Exercise data Start Marker

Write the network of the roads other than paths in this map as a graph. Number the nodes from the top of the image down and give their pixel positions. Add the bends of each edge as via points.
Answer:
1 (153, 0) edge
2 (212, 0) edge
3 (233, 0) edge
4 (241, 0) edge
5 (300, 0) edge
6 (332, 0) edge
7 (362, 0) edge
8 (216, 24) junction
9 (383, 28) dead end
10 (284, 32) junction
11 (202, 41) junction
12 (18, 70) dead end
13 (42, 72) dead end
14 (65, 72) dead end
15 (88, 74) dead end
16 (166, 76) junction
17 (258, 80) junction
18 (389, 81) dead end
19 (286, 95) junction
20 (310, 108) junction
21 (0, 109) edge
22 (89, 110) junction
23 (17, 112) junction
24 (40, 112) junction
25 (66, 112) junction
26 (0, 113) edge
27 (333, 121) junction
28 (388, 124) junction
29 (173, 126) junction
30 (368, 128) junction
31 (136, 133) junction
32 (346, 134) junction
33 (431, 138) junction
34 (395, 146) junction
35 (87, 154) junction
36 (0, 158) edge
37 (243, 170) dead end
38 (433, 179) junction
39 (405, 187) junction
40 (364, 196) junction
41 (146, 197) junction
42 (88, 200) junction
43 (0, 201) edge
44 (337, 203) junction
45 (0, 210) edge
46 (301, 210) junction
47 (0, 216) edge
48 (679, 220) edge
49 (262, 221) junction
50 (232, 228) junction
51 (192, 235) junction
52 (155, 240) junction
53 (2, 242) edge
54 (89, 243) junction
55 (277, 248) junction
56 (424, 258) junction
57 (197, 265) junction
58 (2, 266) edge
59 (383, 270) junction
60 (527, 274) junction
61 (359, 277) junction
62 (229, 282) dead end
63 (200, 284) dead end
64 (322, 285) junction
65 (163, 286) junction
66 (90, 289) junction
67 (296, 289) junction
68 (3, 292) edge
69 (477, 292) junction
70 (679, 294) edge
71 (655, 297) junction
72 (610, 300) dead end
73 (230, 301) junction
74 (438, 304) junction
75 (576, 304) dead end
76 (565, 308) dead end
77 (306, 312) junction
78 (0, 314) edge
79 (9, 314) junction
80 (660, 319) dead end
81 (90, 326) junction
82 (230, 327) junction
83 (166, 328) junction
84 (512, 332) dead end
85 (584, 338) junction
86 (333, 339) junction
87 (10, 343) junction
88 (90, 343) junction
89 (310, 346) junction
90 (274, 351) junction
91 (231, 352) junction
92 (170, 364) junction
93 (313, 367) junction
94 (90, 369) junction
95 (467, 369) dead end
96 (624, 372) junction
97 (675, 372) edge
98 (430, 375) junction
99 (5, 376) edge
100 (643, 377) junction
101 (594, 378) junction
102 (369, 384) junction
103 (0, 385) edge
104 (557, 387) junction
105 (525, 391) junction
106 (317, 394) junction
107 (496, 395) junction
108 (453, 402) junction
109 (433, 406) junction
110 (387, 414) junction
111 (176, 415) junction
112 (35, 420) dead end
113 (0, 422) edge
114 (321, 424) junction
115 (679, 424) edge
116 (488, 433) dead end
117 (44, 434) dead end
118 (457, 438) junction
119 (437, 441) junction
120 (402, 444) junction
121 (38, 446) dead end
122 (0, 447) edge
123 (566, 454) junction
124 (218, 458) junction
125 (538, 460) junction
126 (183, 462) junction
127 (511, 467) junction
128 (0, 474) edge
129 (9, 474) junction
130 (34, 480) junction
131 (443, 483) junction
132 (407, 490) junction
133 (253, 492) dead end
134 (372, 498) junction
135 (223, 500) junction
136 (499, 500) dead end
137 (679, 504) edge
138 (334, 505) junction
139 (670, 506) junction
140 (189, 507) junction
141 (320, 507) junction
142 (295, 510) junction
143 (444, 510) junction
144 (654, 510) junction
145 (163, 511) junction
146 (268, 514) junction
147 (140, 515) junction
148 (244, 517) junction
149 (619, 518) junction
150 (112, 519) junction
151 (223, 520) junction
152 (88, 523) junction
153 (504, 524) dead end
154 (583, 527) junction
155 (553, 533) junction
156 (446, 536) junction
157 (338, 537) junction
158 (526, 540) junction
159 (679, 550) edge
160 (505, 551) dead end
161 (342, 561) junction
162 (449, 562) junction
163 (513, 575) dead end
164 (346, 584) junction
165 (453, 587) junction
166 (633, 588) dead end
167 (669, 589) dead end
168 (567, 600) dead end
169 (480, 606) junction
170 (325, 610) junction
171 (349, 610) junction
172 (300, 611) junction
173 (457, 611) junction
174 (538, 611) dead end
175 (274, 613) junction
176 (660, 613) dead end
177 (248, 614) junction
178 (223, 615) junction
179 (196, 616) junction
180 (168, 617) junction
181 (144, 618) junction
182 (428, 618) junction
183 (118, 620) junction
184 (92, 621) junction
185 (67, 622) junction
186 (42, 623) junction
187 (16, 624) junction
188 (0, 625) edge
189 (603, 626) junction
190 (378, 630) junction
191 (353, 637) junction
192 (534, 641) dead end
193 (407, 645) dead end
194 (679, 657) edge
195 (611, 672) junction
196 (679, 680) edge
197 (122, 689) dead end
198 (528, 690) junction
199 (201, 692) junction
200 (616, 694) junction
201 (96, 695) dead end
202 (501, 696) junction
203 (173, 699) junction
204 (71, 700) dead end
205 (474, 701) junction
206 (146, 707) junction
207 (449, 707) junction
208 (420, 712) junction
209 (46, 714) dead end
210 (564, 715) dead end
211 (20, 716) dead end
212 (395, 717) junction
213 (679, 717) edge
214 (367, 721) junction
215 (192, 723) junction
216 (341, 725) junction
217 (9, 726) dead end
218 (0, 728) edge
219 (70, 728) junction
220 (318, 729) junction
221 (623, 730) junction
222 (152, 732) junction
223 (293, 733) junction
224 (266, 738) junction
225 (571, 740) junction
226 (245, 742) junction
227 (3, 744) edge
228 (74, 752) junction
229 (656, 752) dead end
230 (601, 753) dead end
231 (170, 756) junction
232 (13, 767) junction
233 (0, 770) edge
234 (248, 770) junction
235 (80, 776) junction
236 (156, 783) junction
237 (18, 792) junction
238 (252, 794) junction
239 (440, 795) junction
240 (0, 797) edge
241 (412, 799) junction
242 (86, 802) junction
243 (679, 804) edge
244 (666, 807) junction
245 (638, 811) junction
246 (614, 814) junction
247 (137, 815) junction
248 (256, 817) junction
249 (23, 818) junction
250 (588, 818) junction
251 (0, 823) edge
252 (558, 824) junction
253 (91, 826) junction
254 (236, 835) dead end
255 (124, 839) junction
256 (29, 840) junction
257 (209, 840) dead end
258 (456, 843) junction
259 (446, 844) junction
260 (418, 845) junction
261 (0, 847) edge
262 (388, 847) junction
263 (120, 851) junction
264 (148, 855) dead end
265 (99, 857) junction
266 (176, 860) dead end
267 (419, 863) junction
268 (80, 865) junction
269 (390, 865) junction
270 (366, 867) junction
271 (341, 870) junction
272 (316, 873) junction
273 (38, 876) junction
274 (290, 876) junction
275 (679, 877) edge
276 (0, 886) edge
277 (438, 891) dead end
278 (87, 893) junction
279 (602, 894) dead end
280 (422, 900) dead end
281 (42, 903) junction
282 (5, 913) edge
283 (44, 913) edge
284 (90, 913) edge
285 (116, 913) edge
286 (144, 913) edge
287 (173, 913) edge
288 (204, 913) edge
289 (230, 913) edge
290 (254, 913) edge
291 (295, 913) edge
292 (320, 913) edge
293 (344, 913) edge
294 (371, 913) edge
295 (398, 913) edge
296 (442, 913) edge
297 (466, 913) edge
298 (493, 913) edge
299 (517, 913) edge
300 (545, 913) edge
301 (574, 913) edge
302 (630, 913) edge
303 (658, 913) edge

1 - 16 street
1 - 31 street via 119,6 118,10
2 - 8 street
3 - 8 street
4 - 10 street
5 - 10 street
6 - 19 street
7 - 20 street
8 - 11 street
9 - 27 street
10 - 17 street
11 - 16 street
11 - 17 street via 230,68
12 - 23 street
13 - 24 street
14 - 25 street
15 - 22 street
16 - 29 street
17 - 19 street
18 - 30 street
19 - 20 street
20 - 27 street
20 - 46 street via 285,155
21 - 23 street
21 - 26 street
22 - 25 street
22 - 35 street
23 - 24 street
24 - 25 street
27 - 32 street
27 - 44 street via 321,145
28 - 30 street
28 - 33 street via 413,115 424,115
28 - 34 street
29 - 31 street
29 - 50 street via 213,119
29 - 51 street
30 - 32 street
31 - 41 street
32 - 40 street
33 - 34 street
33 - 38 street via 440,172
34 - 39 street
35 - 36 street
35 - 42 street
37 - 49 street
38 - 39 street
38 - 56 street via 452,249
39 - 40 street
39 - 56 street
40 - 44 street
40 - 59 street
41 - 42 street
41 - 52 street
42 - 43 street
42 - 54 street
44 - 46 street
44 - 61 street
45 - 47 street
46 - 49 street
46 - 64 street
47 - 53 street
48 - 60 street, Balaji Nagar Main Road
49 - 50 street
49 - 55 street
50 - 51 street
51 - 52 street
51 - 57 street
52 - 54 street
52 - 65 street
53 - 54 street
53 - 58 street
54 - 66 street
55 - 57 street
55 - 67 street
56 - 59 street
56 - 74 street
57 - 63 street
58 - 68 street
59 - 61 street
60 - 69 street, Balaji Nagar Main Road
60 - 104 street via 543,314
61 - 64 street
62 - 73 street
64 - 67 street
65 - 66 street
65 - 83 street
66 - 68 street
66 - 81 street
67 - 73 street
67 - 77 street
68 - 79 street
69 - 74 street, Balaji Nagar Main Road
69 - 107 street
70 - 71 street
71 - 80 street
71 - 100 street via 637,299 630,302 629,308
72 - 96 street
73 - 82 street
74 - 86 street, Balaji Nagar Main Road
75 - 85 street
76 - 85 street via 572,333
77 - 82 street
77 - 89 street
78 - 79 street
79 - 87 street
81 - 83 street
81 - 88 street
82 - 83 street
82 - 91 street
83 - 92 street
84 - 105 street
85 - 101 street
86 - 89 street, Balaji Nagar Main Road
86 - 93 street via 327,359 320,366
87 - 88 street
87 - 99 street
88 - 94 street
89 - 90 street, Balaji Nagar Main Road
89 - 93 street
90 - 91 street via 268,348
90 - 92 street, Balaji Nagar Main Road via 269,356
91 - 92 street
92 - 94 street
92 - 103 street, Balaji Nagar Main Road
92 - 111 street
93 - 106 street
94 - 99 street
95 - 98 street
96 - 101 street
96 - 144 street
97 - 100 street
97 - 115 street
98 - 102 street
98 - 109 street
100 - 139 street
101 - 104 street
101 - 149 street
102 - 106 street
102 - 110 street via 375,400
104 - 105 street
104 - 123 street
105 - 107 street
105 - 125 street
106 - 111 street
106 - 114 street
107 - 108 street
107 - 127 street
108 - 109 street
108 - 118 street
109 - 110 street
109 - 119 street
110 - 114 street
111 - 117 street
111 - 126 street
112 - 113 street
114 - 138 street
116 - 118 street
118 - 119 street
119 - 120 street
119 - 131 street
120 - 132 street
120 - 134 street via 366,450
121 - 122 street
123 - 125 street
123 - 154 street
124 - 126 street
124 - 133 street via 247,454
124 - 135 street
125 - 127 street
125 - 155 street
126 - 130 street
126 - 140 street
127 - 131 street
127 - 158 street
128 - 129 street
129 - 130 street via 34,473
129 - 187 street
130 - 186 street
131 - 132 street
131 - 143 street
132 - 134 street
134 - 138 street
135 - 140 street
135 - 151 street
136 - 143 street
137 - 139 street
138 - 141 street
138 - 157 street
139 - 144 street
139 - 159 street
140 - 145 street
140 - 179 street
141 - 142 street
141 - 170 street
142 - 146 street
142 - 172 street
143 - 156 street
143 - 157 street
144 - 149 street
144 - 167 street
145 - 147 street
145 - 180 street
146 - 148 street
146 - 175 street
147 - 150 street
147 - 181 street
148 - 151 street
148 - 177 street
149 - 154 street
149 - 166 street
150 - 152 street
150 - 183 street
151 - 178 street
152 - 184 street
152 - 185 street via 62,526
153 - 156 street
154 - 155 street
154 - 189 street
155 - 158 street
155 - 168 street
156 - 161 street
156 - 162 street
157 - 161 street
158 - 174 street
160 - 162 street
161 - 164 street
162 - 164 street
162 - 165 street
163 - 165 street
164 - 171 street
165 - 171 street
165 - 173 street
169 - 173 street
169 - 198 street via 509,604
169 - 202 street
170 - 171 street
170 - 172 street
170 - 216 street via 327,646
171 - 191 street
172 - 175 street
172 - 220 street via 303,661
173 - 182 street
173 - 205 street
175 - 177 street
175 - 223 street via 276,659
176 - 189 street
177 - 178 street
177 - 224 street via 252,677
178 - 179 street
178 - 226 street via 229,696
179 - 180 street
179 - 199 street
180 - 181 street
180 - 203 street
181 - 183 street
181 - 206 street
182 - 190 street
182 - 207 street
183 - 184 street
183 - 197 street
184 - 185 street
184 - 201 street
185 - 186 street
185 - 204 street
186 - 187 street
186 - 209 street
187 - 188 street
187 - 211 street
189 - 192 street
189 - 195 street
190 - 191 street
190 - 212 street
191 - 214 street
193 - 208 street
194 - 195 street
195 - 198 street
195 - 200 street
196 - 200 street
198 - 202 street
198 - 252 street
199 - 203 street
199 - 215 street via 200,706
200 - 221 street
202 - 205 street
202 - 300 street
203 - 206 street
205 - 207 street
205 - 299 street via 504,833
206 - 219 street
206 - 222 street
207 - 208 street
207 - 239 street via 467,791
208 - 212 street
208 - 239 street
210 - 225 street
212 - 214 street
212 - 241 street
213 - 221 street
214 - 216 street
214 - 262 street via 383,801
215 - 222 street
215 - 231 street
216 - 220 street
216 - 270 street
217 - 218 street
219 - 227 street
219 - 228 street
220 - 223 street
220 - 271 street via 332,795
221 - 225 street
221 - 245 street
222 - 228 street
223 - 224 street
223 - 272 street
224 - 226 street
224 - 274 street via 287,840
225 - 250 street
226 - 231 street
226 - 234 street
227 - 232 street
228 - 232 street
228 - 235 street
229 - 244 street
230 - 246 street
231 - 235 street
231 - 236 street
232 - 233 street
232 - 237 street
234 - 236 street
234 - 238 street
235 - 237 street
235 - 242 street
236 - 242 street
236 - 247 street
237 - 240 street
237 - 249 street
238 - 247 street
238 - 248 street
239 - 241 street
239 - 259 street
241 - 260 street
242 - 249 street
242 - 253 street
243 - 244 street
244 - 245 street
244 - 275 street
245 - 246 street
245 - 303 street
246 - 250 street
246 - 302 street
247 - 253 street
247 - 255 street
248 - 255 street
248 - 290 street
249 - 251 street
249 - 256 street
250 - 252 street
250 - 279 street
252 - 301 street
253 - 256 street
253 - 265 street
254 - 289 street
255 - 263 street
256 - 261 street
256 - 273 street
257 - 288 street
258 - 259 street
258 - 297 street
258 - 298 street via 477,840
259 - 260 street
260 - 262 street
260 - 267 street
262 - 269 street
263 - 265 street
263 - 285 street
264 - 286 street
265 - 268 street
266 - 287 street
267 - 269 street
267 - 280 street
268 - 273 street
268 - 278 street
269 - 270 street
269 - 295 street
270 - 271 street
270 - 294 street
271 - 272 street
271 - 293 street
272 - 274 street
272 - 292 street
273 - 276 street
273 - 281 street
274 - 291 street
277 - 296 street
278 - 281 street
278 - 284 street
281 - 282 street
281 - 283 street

Exercise data End Marker

Every line with "Balaji" in it should be copied from the entries above.

» **Exercise response**:
48 - 60 street, Balaji Nagar Main Road
60 - 69 street, Balaji Nagar Main Road
69 - 74 street, Balaji Nagar Main Road
74 - 86 street, Balaji Nagar Main Road
86 - 89 street, Balaji Nagar Main Road
89 - 90 street, Balaji Nagar Main Road
90 - 92 street, Balaji Nagar Main Road via 269,356
92 - 103 street, Balaji Nagar Main Road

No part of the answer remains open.